Of course, many scientists have argued that to infer design gives up on science. They say that inferring design constitutes an argument from scientific ignorance--a "God of the Gaps" fallacy. Since science doesn't yet know how biological information could have arisen, design theorists invoke a mysterious notion--intelligent design--to fill a gap in scientific knowledge. Many philosophers, for their part, resist reconsidering design, because they assume that Hume's objections to analogical reasoning in classical design arguments still have force.

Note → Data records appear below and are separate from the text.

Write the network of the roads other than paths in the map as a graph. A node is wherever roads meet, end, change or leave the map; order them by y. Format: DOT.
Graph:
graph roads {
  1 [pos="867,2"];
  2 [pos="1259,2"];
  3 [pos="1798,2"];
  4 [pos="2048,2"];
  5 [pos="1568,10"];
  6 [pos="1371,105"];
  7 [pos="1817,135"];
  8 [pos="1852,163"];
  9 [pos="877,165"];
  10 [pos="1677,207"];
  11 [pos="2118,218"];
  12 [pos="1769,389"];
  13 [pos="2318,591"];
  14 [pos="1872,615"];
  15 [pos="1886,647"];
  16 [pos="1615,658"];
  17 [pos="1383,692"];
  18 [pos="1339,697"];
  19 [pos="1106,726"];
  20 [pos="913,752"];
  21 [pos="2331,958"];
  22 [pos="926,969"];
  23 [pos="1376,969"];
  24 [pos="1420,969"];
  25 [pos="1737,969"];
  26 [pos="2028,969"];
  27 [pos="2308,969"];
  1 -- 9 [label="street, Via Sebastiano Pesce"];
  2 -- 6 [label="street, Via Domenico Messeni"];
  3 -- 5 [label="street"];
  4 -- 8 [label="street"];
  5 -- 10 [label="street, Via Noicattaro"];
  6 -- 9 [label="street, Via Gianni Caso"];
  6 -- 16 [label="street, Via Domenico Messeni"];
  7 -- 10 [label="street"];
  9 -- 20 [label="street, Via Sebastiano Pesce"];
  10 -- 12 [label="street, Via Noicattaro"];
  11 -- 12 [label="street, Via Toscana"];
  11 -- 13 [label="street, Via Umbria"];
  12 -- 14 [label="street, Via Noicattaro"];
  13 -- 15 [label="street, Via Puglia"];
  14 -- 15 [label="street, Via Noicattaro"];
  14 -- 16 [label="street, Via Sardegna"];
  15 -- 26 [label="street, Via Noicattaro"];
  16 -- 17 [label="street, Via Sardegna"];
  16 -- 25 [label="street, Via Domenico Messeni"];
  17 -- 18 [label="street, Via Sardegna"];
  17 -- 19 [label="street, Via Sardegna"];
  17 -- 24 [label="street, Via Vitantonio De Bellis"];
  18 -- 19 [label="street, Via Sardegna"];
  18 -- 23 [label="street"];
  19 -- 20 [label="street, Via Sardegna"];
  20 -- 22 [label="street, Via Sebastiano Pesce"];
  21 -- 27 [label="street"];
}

Yet developments in philosophy of science and the information sciences provide the grounds for a decisive refutation of both these objections. First, contemporary design theory does not constitute an argument from ignorance. Design theorists infer design not just because natural processes cannot explain the origin of biological systems, but because these systems manifest the distinctive hallmarks of intelligently designed systems--that is, they possess features that in any other realm of experience would trigger the recognition of an intelligent cause. For example, in his book Darwin's Black Box (1996), Michael Behe has inferred design not only because the gradualistic mechanism of natural selection cannot produce "irreducibly complex" systems, but also because in our experience "irreducible complexity" is a feature of systems known to have been intelligently designed. That is, whenever we see systems that have the feature of irreducible complexity and we know the causal story about how such systems originated, invariably "intelligent design" played a role in the origin of such systems. Thus, Behe infers intelligent design as the best explanation for the origin of irreducible complexity in cellular molecular motors, for example, based upon what we know, not what we don't know, about the causal powers of nature and intelligent agents, respectively.
Similarly, the "sequence specificity" or "specificity and complexity" or "information content" of DNA suggests a prior intelligent cause, again because "specificity and complexity" or "high information content" constitutes a distinctive hallmark (or signature) of intelligence. Indeed, in all cases where we know the causal origin of "high information content," experience has shown that intelligent design played a causal role.